Elle est directrice générale de Sogeprom, lui est architecte associé de l’agence Brénac & Gonzalez. Une première rencontre avec l’appel à projets urbains innovants Inventer Bruneseau, puis une deuxième avec le concours du lot 2 de Chapelle International, un programme phare du Grand Paris. Des valeurs communes et une vision partagée par le duo… Caroline Fortier et Emmanuel Person. Preuves à l’appui avec un projet qui interroge la ville et notre manière de l’habiter…

Une rencontre

Caroline Fortier : Je connais Emmanuel depuis quelques années déjà. Nous avons notamment vécu ensemble une aventure formidable lors de la consultation de Bruneseau, qui posait déjà la question de la densité et de la hauteur à Paris. Sujet qui a alimenté de nombreux échanges passionnés et passionnants entre nous ! Ce fut donc un véritable plaisir de le retrouver sur ce projet. Pour moi, l’agence Brénac & Gonzalez est le Platon de l’architecture ! Il répond aux idéaux du philosophe en faisant du « vrai » (grâce à ses compétences techniques), du « bien » (en portant des projets utiles) et du « beau » (par la qualité de son geste architectural). Tout cela se devant aussi d’être abordable, comme le rappelait le philosophe. Et c’était aussi tout l’enjeu pour nous…

Emmanuel Person : Si la vie professionnelle est jalonnée de rencontres circonstancielles, nous vivons parfois également de « véritables rencontres » : deux personnes qui se trouvent autour de valeurs communes, créant ainsi de nouvelles perspectives. C’est ce qui s’est produit avec Caroline. Abordable, brillante, efficace, déterminée, Caroline fait partie de cette nouvelle génération de promoteurs décomplexés, porteuse d’une vision qui interroge la ville et notre manière de l’habiter. Pour elle, l’architecture n’est pas juste une question de produit ou de marge. Notre richesse est de pouvoir échanger librement et respectueusement sur des problématiques politiques, sociétales, culturelles… Nous avons dépassé le rapport « commanditaire-prestataire ».  On pourrait presque dire que nous nous sommes choisis.

Des ambitions

CF : Inscrites dans le projet ambitieux de Chapelle International porté par SNCF Immobilier, nos deux tours de 16 étages – juste sous la barre des 50 m – répondent au nouvel enjeu de la verticalité des constructions métropolitaines, en proposant une densité désirable.
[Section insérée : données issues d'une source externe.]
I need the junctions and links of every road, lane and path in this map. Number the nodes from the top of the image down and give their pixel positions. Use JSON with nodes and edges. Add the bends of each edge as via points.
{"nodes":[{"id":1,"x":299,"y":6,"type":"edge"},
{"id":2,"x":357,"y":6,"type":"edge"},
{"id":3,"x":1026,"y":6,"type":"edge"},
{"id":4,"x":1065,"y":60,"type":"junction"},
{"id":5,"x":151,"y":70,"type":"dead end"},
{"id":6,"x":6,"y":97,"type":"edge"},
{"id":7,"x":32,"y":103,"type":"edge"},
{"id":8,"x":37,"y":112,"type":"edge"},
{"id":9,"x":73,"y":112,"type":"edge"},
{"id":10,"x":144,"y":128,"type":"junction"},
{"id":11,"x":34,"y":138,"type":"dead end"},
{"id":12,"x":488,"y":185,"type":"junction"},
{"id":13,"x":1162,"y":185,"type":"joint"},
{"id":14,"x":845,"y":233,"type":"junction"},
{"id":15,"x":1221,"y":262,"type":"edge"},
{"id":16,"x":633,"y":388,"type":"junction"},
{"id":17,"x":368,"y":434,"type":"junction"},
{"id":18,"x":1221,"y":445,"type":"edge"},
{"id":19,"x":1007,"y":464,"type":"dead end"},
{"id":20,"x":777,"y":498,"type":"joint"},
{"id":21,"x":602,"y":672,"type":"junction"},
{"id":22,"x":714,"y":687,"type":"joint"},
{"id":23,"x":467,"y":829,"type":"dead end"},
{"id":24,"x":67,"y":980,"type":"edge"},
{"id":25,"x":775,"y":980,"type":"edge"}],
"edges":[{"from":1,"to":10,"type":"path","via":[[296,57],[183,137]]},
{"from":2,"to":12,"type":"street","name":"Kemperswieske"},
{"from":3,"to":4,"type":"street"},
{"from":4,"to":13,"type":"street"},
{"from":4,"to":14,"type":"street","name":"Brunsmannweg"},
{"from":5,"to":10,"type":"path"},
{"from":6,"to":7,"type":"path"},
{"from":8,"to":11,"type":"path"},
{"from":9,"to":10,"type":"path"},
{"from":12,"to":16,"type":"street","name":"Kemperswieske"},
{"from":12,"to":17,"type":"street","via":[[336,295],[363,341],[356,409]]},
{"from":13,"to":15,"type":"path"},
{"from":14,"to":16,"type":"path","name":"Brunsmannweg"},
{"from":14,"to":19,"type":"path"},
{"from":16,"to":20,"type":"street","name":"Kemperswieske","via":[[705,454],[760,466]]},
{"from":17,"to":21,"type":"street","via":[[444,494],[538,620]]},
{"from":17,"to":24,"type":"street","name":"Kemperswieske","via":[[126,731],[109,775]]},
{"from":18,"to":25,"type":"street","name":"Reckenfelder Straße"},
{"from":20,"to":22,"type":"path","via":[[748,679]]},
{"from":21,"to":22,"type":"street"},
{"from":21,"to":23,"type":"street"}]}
Le challenge n’est pas simple, surtout dans ce quartier qui ne jouit pas de la meilleure réputation, mais la transformation totale de ce secteur tend à développer un véritable morceau d’urbanité où il fera bon vivre, travailler, se divertir…  De quoi séduire un public d’acheteurs diversifié – les logements à vendre allant du studio au cinq pièces en duplex – et ainsi apporter une véritable mixité sociale sur ce territoire constitué à presque 80 % de logements sociaux.
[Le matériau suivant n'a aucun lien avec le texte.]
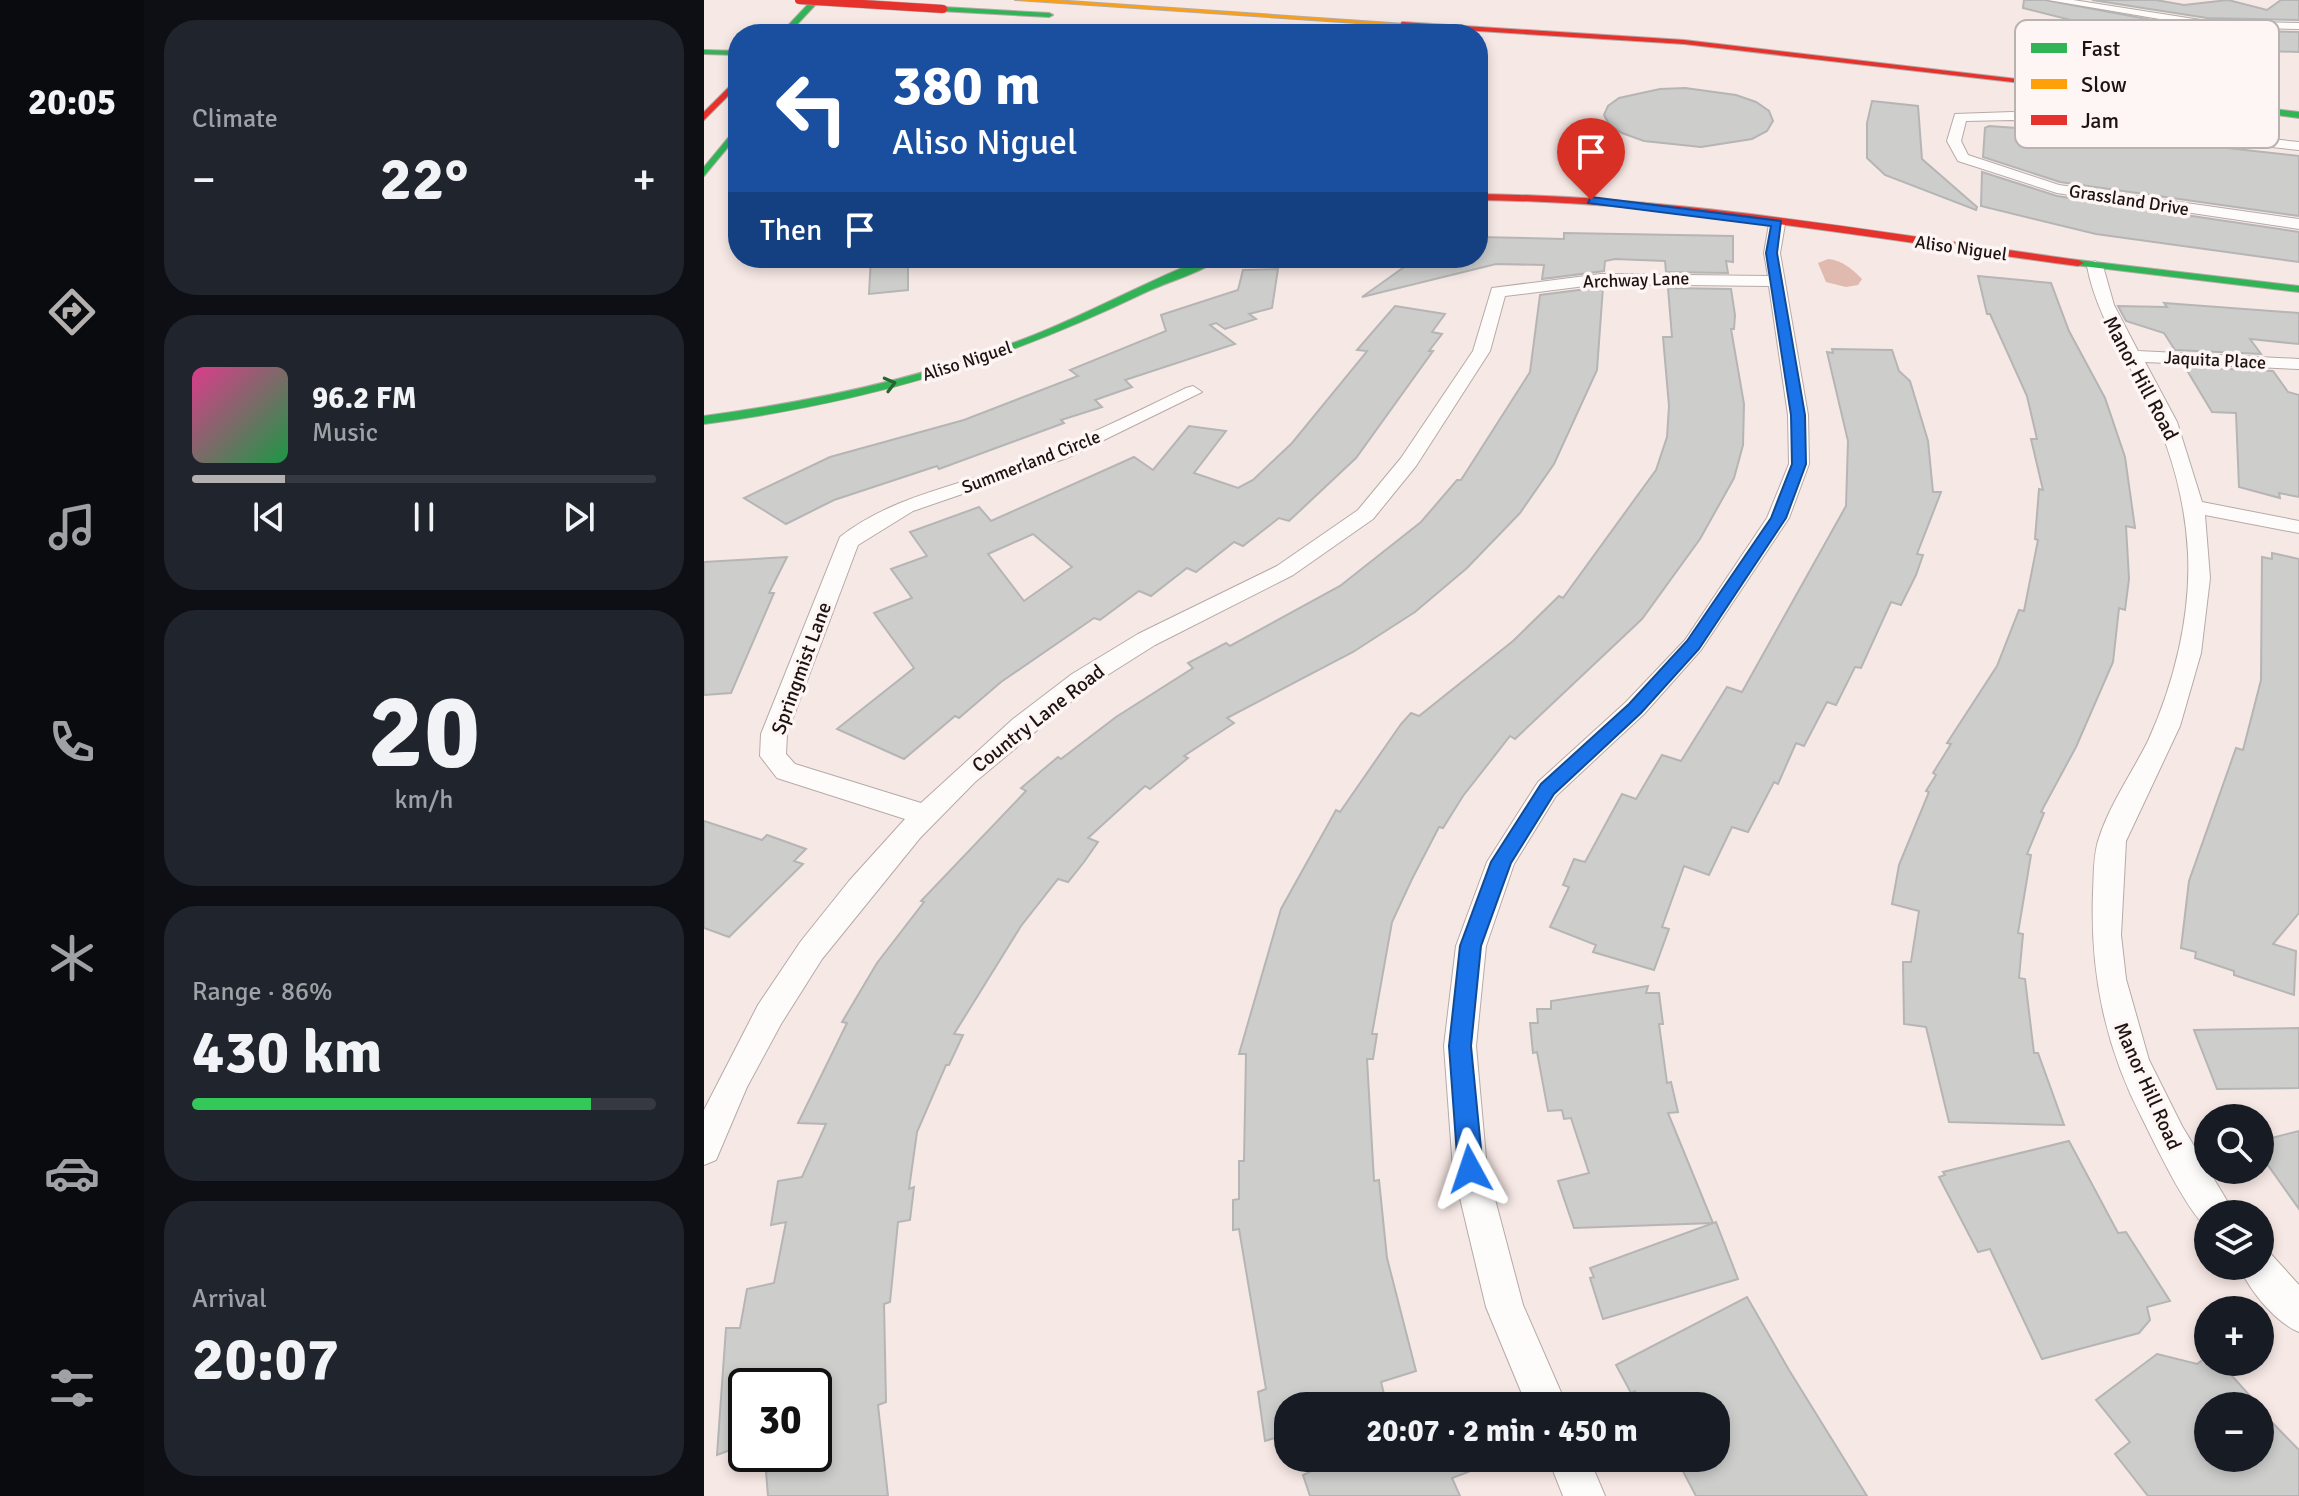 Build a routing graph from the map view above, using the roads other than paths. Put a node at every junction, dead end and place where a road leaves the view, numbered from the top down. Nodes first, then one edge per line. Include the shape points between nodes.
1 (799, 0) edge
2 (816, 0) edge
3 (850, 0) edge
4 (1019, 0) edge
5 (2053, 0) edge
6 (2181, 20) edge
7 (793, 24) edge
8 (833, 24) edge
9 (1235, 24) edge
10 (1399, 24) edge
11 (2279, 26) edge
12 (2299, 26) edge
13 (1488, 30) edge
14 (1488, 37) edge
15 (704, 52) edge
16 (728, 53) edge
17 (1945, 69) junction
18 (2015, 78) edge
19 (728, 92) edge
20 (2279, 112) edge
21 (2299, 115) edge
22 (704, 117) edge
23 (2015, 119) edge
24 (728, 142) edge
25 (2279, 144) edge
26 (2299, 146) edge
27 (704, 173) edge
28 (1488, 203) edge
29 (1777, 224) junction
30 (2299, 224) edge
31 (2095, 266) junction
32 (1153, 268) edge
33 (1190, 268) edge
34 (1774, 281) junction
35 (2299, 289) edge
36 (1498, 292) joint
37 (1074, 301) dead end
38 (978, 339) dead end
39 (2131, 356) junction
40 (2299, 364) edge
41 (1193, 392) dead end
42 (704, 404) edge
43 (704, 420) edge
44 (2192, 506) junction
45 (866, 525) joint
46 (2299, 527) edge
47 (922, 814) junction
48 (704, 1149) edge
49 (2208, 1200) edge
50 (2270, 1280) edge
51 (2299, 1313) edge
52 (1541, 1392) edge
53 (1574, 1472) edge
54 (1584, 1496) edge

1 - 9 main road, bridge
2 - 7 main road
3 - 8 main road
4 - 10 main road
5 - 6 street
11 - 12 street
13 - 17 main road via 1684,42
14 - 17 main road
15 - 16 main road
17 - 18 main road
19 - 22 main road
20 - 21 main road
23 - 30 street, Grassland Drive via 1960,117 1954,141 1963,158 2057,189
24 - 27 main road
25 - 26 street, Grassland Drive
28 - 29 main road, Aliso Niguel via 1560,198
29 - 31 main road, Aliso Niguel
29 - 34 street
31 - 35 main road, Aliso Niguel
31 - 39 street, Manor Hill Road via 2100,299
32 - 37 main road
43 -> 33 main road, Aliso Niguel via 859,393 950,368 1038,337
34 - 36 street, Archway Lane via 1641,277
34 - 52 street via 1798,415 1799,452 1778,518 1693,645 1635,708 1547,789 1501,862 1471,946 1460,1046 1470,1169 1505,1307
36 - 47 street, Country Lane Road via 1487,340 1391,487 1350,528 1083,678
38 - 42 main road, Aliso Niguel via 854,378
39 - 40 street, Jaquita Place
39 - 44 street, Manor Hill Road via 2158,400 2178,448
41 - 45 street, Summerland Circle via 1066,451
44 - 46 street
44 - 49 street, Manor Hill Road via 2199,577 2188,649 2168,724 2112,838 2104,931 2117,1023 2169,1140
45 - 47 street, Springmist Lane via 848,542 774,734 773,756 786,771
47 - 48 street, Country Lane Road via 840,911 779,1002 719,1109
50 - 51 street
53 - 54 street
EP : Avec la raréfaction du foncier et le dumping des charges foncières dans Paris intra-muros, l’émergence de ce nouveau quartier est une étape importante pour la mutation du nord de Paris. La maîtrise des infrastructures et l’aménagement des espaces publics vont complètement modifier la qualité de vie, et les habitants historiques du quartier sont d’ailleurs très engagés dans le projet. Le projet urbain développé par l’AUC revendique une mutation à partir du déjà-là, à savoir un ensemble morose de tours de logements issues des années 1970. Le secteur Chapelle international articule ainsi un travail de couture urbaine en venant prolonger cet urbanisme pointilliste avec des émergences parmi les premières tours de 50 m dans Paris intra-muros qui apportent de la densité tout en faisant quartier avec un socle d’activité articulé à des espaces collectifs de rencontres. Voilà qui pourrait bien constituer le nouvel ordre haussmannien !

Trois échelles pour prendre de la hauteur

EP : On note ici la complémentarité des trois échelles de la ville moderne. La première est celle du piéton, l’échelle domestique qui permet de dynamiser et sécuriser les espaces publics par le flux et la programmation. Cette première strate fabrique le petit skyline du quartier. La seconde échelle est celle de la ville haussmannienne avec son vélum à 28 m marquant un registre particulier dans la composition de la verticalité des tours, où l’on retrouve une logique de balcons filants qui reprennent les codes de la ville historique. La troisième échelle, avec la grande hauteur à 50 m, dialogue avec le territoire et participe au nouveau skyline métropolitain.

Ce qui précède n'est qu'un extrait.